From: Peter Zijlstra <peterz@infradead.org>
To: Marc Dionne <marc.c.dionne@gmail.com>
Cc: linux-kernel@vger.kernel.org,
Thomas Gleixner <tglx@linutronix.de>,
Xiaotian Feng <dfeng@redhat.com>, Ingo Molnar <mingo@elte.hu>
Subject: Re: BUG during shutdown - bisected to commit e2912009
Date: Sat, 02 Jan 2010 01:42:00 +0100 [thread overview]
Message-ID: <1262392920.32223.10.camel@laptop> (raw)
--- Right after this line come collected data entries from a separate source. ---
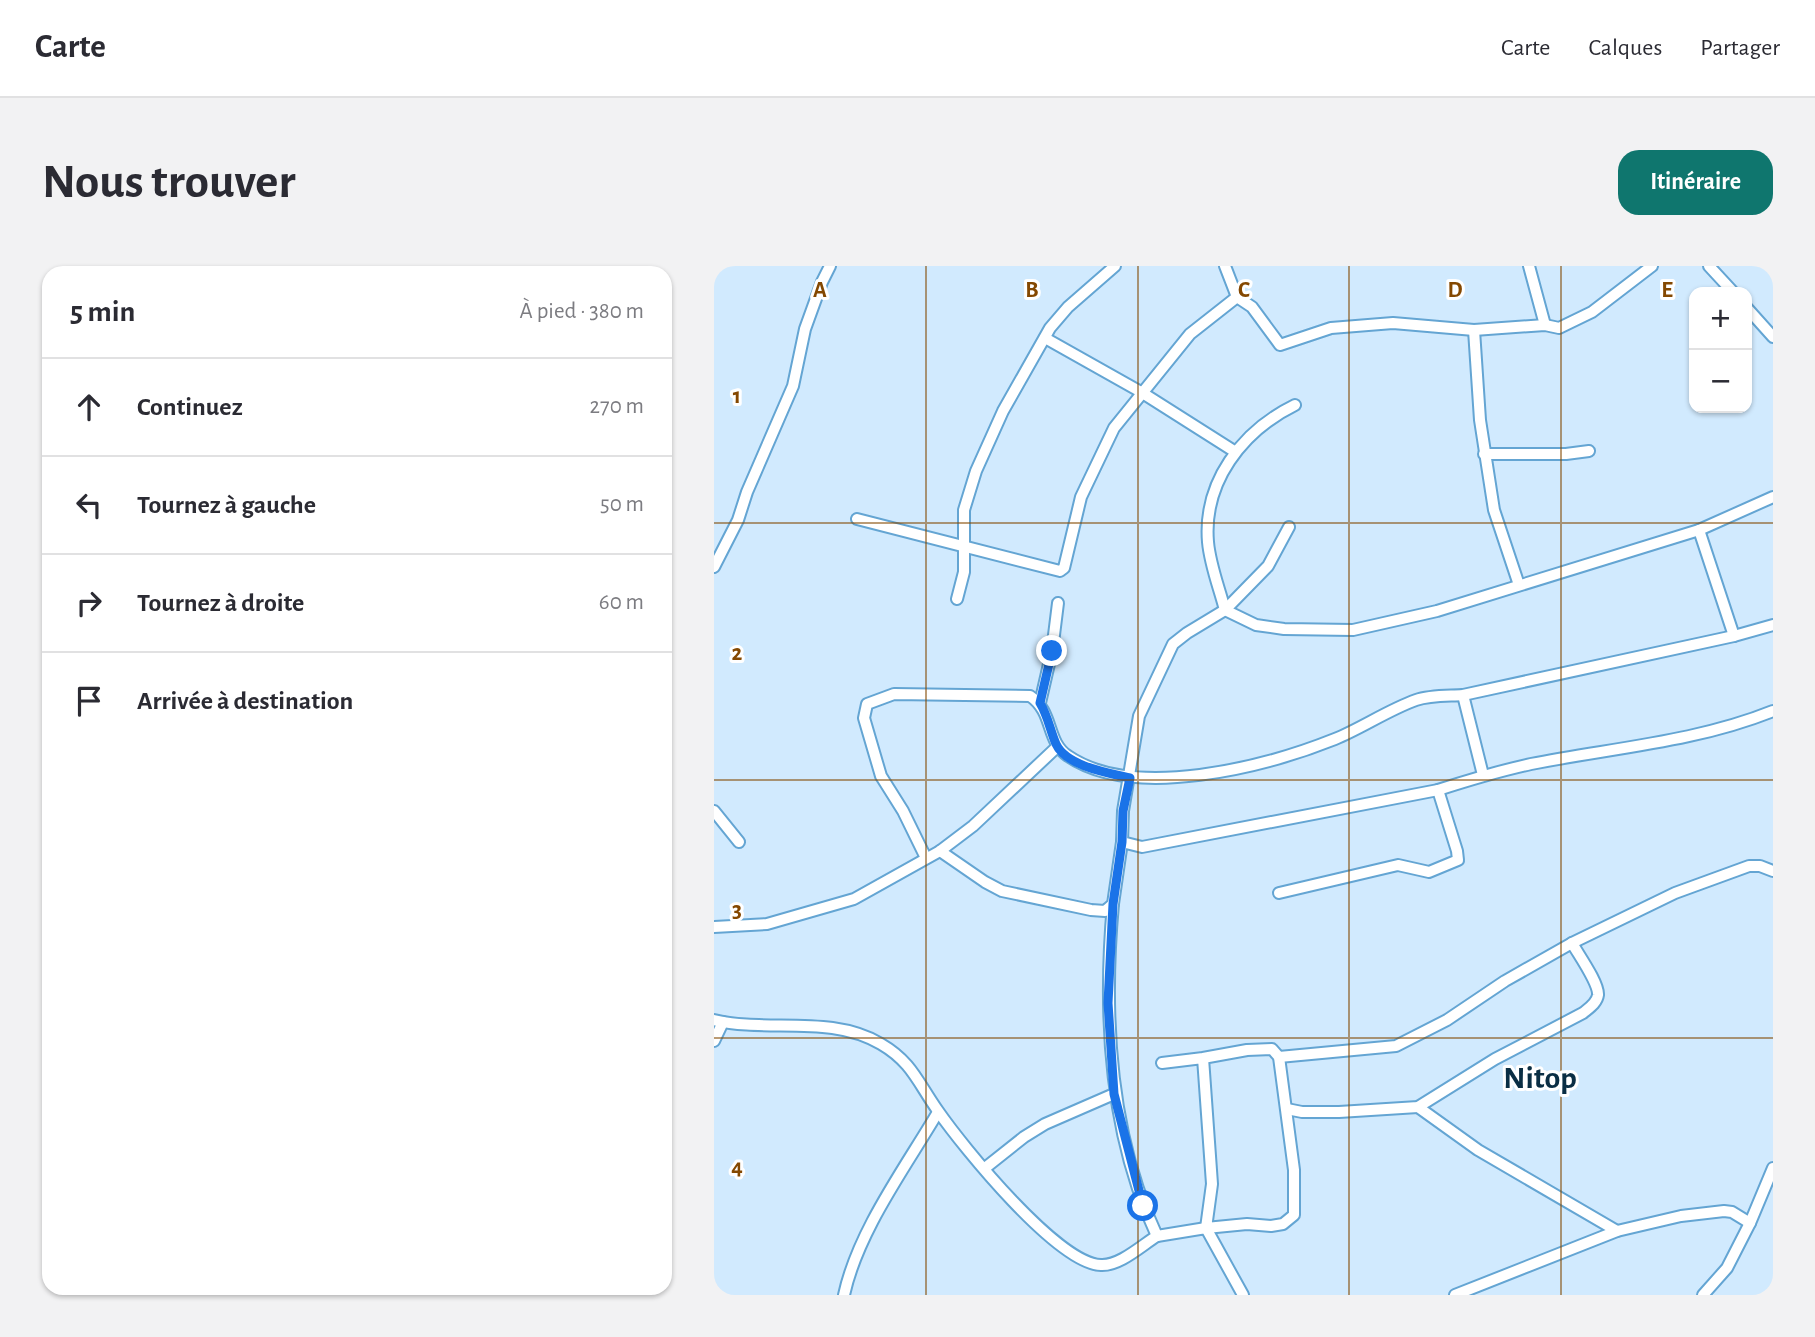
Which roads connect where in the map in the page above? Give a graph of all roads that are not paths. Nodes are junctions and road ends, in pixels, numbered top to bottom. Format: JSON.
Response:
{"nodes":[{"id":1,"x":830,"y":266,"type":"edge"},
{"id":2,"x":1115,"y":266,"type":"edge"},
{"id":3,"x":1225,"y":266,"type":"edge"},
{"id":4,"x":1529,"y":266,"type":"edge"},
{"id":5,"x":1651,"y":266,"type":"edge"},
{"id":6,"x":1709,"y":266,"type":"edge"},
{"id":7,"x":1728,"y":287,"type":"edge"},
{"id":8,"x":1237,"y":297,"type":"junction"},
{"id":9,"x":1752,"y":314,"type":"edge"},
{"id":10,"x":1545,"y":325,"type":"junction"},
{"id":11,"x":1474,"y":330,"type":"junction"},
{"id":12,"x":1773,"y":337,"type":"edge"},
{"id":13,"x":1045,"y":338,"type":"junction"},
{"id":14,"x":1142,"y":392,"type":"junction"},
{"id":15,"x":1294,"y":405,"type":"dead end"},
{"id":16,"x":1234,"y":452,"type":"junction"},
{"id":17,"x":1589,"y":452,"type":"dead end"},
{"id":18,"x":1484,"y":454,"type":"junction"},
{"id":19,"x":1773,"y":497,"type":"edge"},
{"id":20,"x":858,"y":519,"type":"dead end"},
{"id":21,"x":1289,"y":527,"type":"dead end"},
{"id":22,"x":1699,"y":530,"type":"junction"},
{"id":23,"x":965,"y":546,"type":"junction"},
{"id":24,"x":714,"y":567,"type":"edge"},
{"id":25,"x":1519,"y":585,"type":"junction"},
{"id":26,"x":957,"y":599,"type":"dead end"},
{"id":27,"x":1058,"y":603,"type":"dead end"},
{"id":28,"x":1225,"y":610,"type":"junction"},
{"id":29,"x":1773,"y":625,"type":"edge"},
{"id":30,"x":1734,"y":636,"type":"junction"},
{"id":31,"x":1463,"y":695,"type":"junction"},
{"id":32,"x":1040,"y":703,"type":"junction"},
{"id":33,"x":1773,"y":711,"type":"edge"},
{"id":34,"x":1057,"y":747,"type":"junction"},
{"id":35,"x":1483,"y":775,"type":"junction"},
{"id":36,"x":1130,"y":778,"type":"junction"},
{"id":37,"x":1438,"y":790,"type":"junction"},
{"id":38,"x":714,"y":811,"type":"edge"},
{"id":39,"x":739,"y":842,"type":"dead end"},
{"id":40,"x":1122,"y":842,"type":"junction"},
{"id":41,"x":940,"y":851,"type":"junction"},
{"id":42,"x":926,"y":858,"type":"junction"},
{"id":43,"x":1773,"y":871,"type":"edge"},
{"id":44,"x":1279,"y":893,"type":"dead end"},
{"id":45,"x":1113,"y":904,"type":"junction"},
{"id":46,"x":714,"y":927,"type":"edge"},
{"id":47,"x":1572,"y":943,"type":"junction"},
{"id":48,"x":718,"y":1021,"type":"edge"},
{"id":49,"x":714,"y":1041,"type":"edge"},
{"id":50,"x":1279,"y":1056,"type":"junction"},
{"id":51,"x":1203,"y":1058,"type":"junction"},
{"id":52,"x":1162,"y":1063,"type":"dead end"},
{"id":53,"x":1114,"y":1094,"type":"junction"},
{"id":54,"x":1418,"y":1107,"type":"junction"},
{"id":55,"x":1287,"y":1109,"type":"junction"},
{"id":56,"x":938,"y":1112,"type":"junction"},
{"id":57,"x":985,"y":1168,"type":"junction"},
{"id":58,"x":1773,"y":1168,"type":"edge"},
{"id":59,"x":1750,"y":1223,"type":"junction"},
{"id":60,"x":1206,"y":1228,"type":"junction"},
{"id":61,"x":1617,"y":1231,"type":"junction"},
{"id":62,"x":1157,"y":1236,"type":"junction"},
{"id":63,"x":844,"y":1295,"type":"edge"},
{"id":64,"x":1243,"y":1295,"type":"edge"},
{"id":65,"x":1455,"y":1295,"type":"edge"},
{"id":66,"x":1703,"y":1295,"type":"edge"}],
"edges":[{"from":1,"to":24,"type":"street"},
{"from":2,"to":13,"type":"street"},
{"from":3,"to":8,"type":"street"},
{"from":4,"to":10,"type":"street"},
{"from":5,"to":10,"type":"street"},
{"from":6,"to":7,"type":"street"},
{"from":8,"to":11,"type":"street"},
{"from":8,"to":14,"type":"street"},
{"from":9,"to":12,"type":"street"},
{"from":10,"to":11,"type":"street"},
{"from":11,"to":18,"type":"street"},
{"from":13,"to":14,"type":"street"},
{"from":13,"to":23,"type":"street"},
{"from":14,"to":16,"type":"street"},
{"from":14,"to":23,"type":"street"},
{"from":15,"to":16,"type":"street"},
{"from":16,"to":28,"type":"street"},
{"from":17,"to":18,"type":"street"},
{"from":18,"to":25,"type":"street"},
{"from":19,"to":22,"type":"street"},
{"from":20,"to":23,"type":"street"},
{"from":21,"to":28,"type":"street"},
{"from":22,"to":25,"type":"street"},
{"from":22,"to":30,"type":"street"},
{"from":23,"to":26,"type":"street"},
{"from":25,"to":28,"type":"street"},
{"from":27,"to":32,"type":"street"},
{"from":28,"to":36,"type":"street"},
{"from":29,"to":30,"type":"street"},
{"from":30,"to":31,"type":"street"},
{"from":31,"to":35,"type":"street"},
{"from":31,"to":36,"type":"street"},
{"from":32,"to":34,"type":"street"},
{"from":32,"to":42,"type":"street"},
{"from":33,"to":35,"type":"street"},
{"from":34,"to":36,"type":"street"},
{"from":34,"to":41,"type":"street"},
{"from":35,"to":37,"type":"street"},
{"from":36,"to":40,"type":"street"},
{"from":37,"to":40,"type":"street"},
{"from":37,"to":44,"type":"street"},
{"from":38,"to":39,"type":"street"},
{"from":40,"to":45,"type":"street"},
{"from":41,"to":42,"type":"street"},
{"from":41,"to":45,"type":"street"},
{"from":42,"to":46,"type":"street"},
{"from":43,"to":47,"type":"street"},
{"from":45,"to":53,"type":"street"},
{"from":47,"to":50,"type":"street"},
{"from":47,"to":54,"type":"street"},
{"from":48,"to":49,"type":"street"},
{"from":48,"to":56,"type":"street"},
{"from":50,"to":51,"type":"street"},
{"from":50,"to":55,"type":"street"},
{"from":51,"to":52,"type":"street"},
{"from":51,"to":60,"type":"street"},
{"from":53,"to":57,"type":"street"},
{"from":53,"to":62,"type":"street"},
{"from":54,"to":55,"type":"street"},
{"from":54,"to":61,"type":"street"},
{"from":55,"to":60,"type":"street"},
{"from":56,"to":57,"type":"street"},
{"from":56,"to":63,"type":"street"},
{"from":57,"to":62,"type":"street"},
{"from":58,"to":59,"type":"street"},
{"from":59,"to":61,"type":"street"},
{"from":59,"to":66,"type":"street"},
{"from":60,"to":62,"type":"street"},
{"from":60,"to":64,"type":"street"},
{"from":61,"to":65,"type":"street"}]}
In-Reply-To: <6041d2001001011627o5c494df4v37c0c466df3d444c@mail.gmail.com>
On Fri, 2010-01-01 at 19:27 -0500, Marc Dionne wrote:
> I'm getting a BUG with current kernels from
> kernel/time/clockevents.c:263 when halting the system - a restart
> behaves normally. I don't have a good camera handy at the moment to
> capture the call stack on screen, but the call sequence is:
>
> clockevents_notify
> hrtimer_cpu_notify
> notifier_call_chain
> raw_notifier_call_chain
> _cpu_down
> disable_nonboot_cpus
> kernel_power_off
> sys_reboot
>
> I bisected it down to commit e2912009: sched: Ensure set_task_cpu() is
> never called on blocked tasks. There were a few commits tested along
> the way where I got a freeze (with the power still on) instead of a
> BUG. Reverting that commit from the current kernel doesn't look
> trivial, but the commit immediately preceding this one does halt fine.
We somehow seem to trip up the below patch, which doesn't really make
sense, as I can't find how task placement would affect the below error.
It seems to purely test against the hot-unplugged cpu, not a cpu the
task is running on.
---
commit bb6eddf7676e1c1f3e637aa93c5224488d99036f
Author: Thomas Gleixner <tglx@linutronix.de>
Date: Thu Dec 10 15:35:10 2009 +0100
clockevents: Prevent clockevent_devices list corruption on cpu hotplug
Xiaotian Feng triggered a list corruption in the clock events list on
CPU hotplug and debugged the root cause.
If a CPU registers more than one per cpu clock event device, then only
the active clock event device is removed on CPU_DEAD. The unused
devices are kept in the clock events device list.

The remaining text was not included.